During the campaign, Roth aggressively criticized then-President Lyndon B. Johnson, particularly his foreign policy. Cy Liberman of The Morning News joked that Roth was "running against the President of the United States in addition to the Democratic Congressman." McDowell made a similar comment saying that Roth was "running against President Johnson, the Department of Defense and all the liberal legislation passed in the past six years." He further criticized Roth, saying that his political positions were unclear. On October 28, 1966, Roth and McDowell participated in a debate at the University of Delaware. The debate was sponsored by the Student Government Association. Questions were written by students of the university's political science department.

=== Allegations of voting irregularities ===
During the campaign, John J. Smith, a Republican candidate for the state legislature, claimed there were irregularities with voting registration. Smith asked the United States Department of Justice to investigate and monitor the election, but was rejected due to a lack of legal basis for the request. A report by the grand jury of New Castle County found that there was some evidence of illegal activity, including voters participating in primaries for parties they were not registered for and allowing them to vote without proper voter identification.
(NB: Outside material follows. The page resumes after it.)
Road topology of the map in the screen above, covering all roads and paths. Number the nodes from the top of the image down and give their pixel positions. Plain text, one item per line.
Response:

A list of absentee voters was made available to select Democratic candidates, including McDowell. No Republicans received the list, Delaware GOP chairman Clayton S. Harrison criticized this decision, referencing the findings of the grand jury report. Reportedly, McDowell used the list to send out campaign materials.

===Results===
The election took place on November 8, 1966, concurrently with various other elections. Like with most cycles the President's party struggled, losing 47 house seats along with various governorships and Senate seats. Roth defeated McDowell by around 11 percent of the vote. He received 97,268 votes, nearly 30 thousand more than McDowell's 67,281. Roth received the second highest number of votes of any Republican candidate elected at-large, behind only incumbent Insurance Commissioner Robert A. Short.
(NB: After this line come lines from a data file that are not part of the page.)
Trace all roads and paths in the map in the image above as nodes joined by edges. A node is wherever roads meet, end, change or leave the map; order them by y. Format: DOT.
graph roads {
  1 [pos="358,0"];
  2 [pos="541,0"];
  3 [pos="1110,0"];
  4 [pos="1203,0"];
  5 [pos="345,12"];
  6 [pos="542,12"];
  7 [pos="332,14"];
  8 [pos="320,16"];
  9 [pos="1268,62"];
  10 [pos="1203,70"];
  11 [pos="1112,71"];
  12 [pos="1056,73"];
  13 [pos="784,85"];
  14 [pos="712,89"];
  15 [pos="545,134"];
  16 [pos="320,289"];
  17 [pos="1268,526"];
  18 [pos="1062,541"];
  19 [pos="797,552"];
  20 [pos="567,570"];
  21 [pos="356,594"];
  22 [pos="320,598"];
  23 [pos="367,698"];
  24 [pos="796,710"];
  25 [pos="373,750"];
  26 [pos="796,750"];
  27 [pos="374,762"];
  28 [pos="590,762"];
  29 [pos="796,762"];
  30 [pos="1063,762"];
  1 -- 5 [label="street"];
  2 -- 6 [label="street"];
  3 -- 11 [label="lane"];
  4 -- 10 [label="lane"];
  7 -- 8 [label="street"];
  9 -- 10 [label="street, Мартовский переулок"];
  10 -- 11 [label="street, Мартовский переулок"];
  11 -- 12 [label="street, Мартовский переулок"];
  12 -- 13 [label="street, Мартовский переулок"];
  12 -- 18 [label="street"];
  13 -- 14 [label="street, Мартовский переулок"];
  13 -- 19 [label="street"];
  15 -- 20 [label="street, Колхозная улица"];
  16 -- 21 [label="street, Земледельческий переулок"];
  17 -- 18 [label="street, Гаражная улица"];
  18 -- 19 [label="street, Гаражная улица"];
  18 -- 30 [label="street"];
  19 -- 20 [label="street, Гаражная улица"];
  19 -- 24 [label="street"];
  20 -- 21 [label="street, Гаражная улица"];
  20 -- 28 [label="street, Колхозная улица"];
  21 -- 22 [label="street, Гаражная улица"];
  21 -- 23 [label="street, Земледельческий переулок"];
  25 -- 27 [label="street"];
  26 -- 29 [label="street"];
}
Additionally, Roth won all three of Delaware's counties. His strongest showing was in New Castle County where he received 66,871 votes. McDowell's strongest showing was also in New Castle County where he received 49,718 votes. The closest was Kent County where Roth won by just 723 votes.

General election results
| Party |  | Candidate | Votes | % | ±% |
|  | Republican | William Roth | 90,561 | 55.77% | +12.4 |
|  | Democratic | Harris McDowell (Incumbent) | 72,142 | 44.23% | −12.3 |
| Total votes |  |  | 162,703 | 100.00% |  |
|  | Republican gain from Democratic |  |  |  |

== Aftermath ==
Following his victory, Roth resigned from his position as a senior councilman at Hercules Inc. McDowell, like several other lame duck representatives, McDowell was set travel to Europe as part of a congressional delegation. However, he, alongside fellow Democratic representatives Ronald B. Cameron of California and Roy H. McVicker of Colorado, decided to cancel his trip. When asked why, McDowell explained that he did not believe it was fair for an outgoing congressman to go abroad.

McDowell and Roth competed again in the following election; Roth won re-election, increasing his margin of victory to seventeen points. Following the second loss, McDowell retired from politics. During Roth's second term, he resigned from the House to fill a vacant Senate seat. He was succeeded by Republican state representative Pete du Pont. McDowell was the last Democrat to represent Delaware in the House until Delaware Treasurer Tom Carper's 1982 victory. After his defeat, McDowell was appointed to a position within the Government of Delaware by then-Governor Charles L. Terry Jr. Despite this, during the following election Terry endorsed candidates to run against McDowell in the Democratic primary.